Reinertrag

Auch: Grundstücksreinertrag · Jahresreinertrag

Der Reinertrag ist der jährliche Ertrag, den ein Grundstück nachhaltig erwirtschaftet, nachdem vom Rohertrag (den Mieteinnahmen) alle Bewirtschaftungskosten – also Verwaltungs-, Instandhaltungs-, Betriebs- und Mietausfallkosten – abgezogen wurden. Er ist die zentrale Rechengröße im Ertragswertverfahren.

Ausführliche Erklärung

Der Reinertrag bildet die Ausgangsgröße des Ertragswertverfahrens nach der ImmoWertV, das insbesondere bei vermieteten Wohn- und Gewerbeimmobilien angewendet wird. Die Berechnung erfolgt schrittweise:

1. Rohertrag = nachhaltig erzielbare Jahresmiete (marktüblich, nicht zwingend die tatsächlich vereinbarte Miete)
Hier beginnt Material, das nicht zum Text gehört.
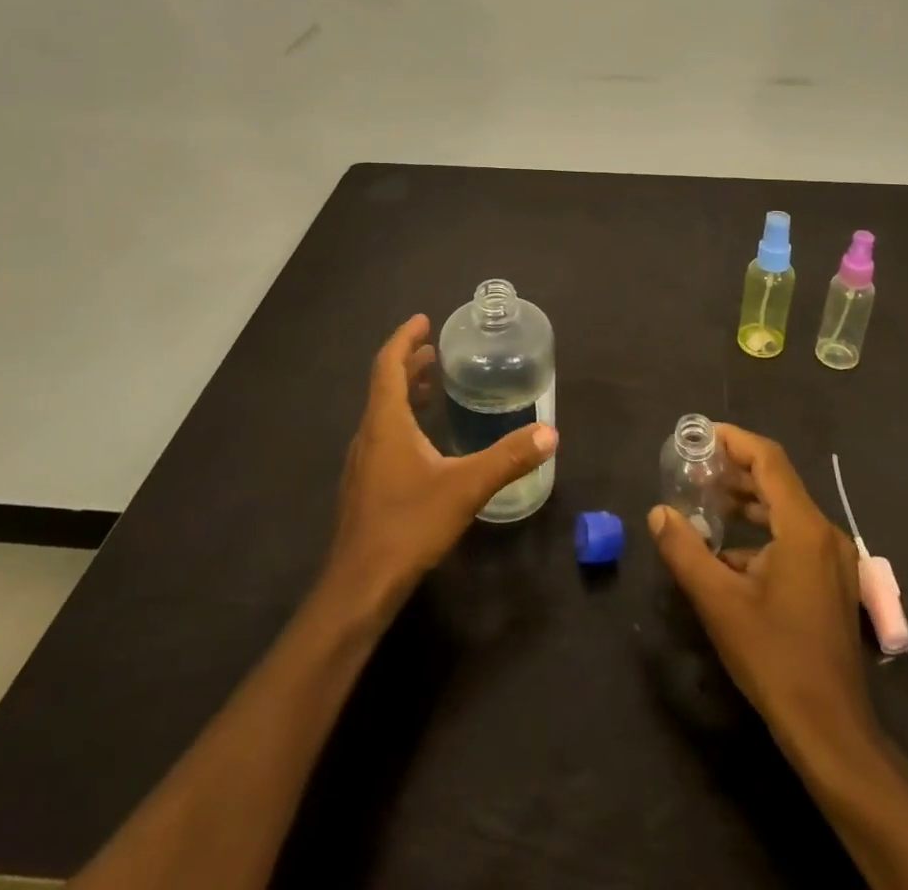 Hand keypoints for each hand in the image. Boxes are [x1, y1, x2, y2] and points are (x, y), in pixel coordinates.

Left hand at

2. abzüglich Bewirtschaftungskosten: Verwaltungskosten, Instandhaltungskosten, Mietausfallwagnis und – sofern nicht umlagefähig – Betriebskosten

3. = Reinertrag des Grundstücks

Vom Grundstücksreinertrag wird anschließend die Bodenwertverzinsung (Bodenwert × Liegenschaftszinssatz) abgezogen, um den Reinertragsanteil des Gebäudes zu erhalten, der über den Vervielfältiger (abhängig von Restnutzungsdauer und Liegenschaftszinssatz) zum vorläufigen Ertragswert des Gebäudes kapitalisiert wird.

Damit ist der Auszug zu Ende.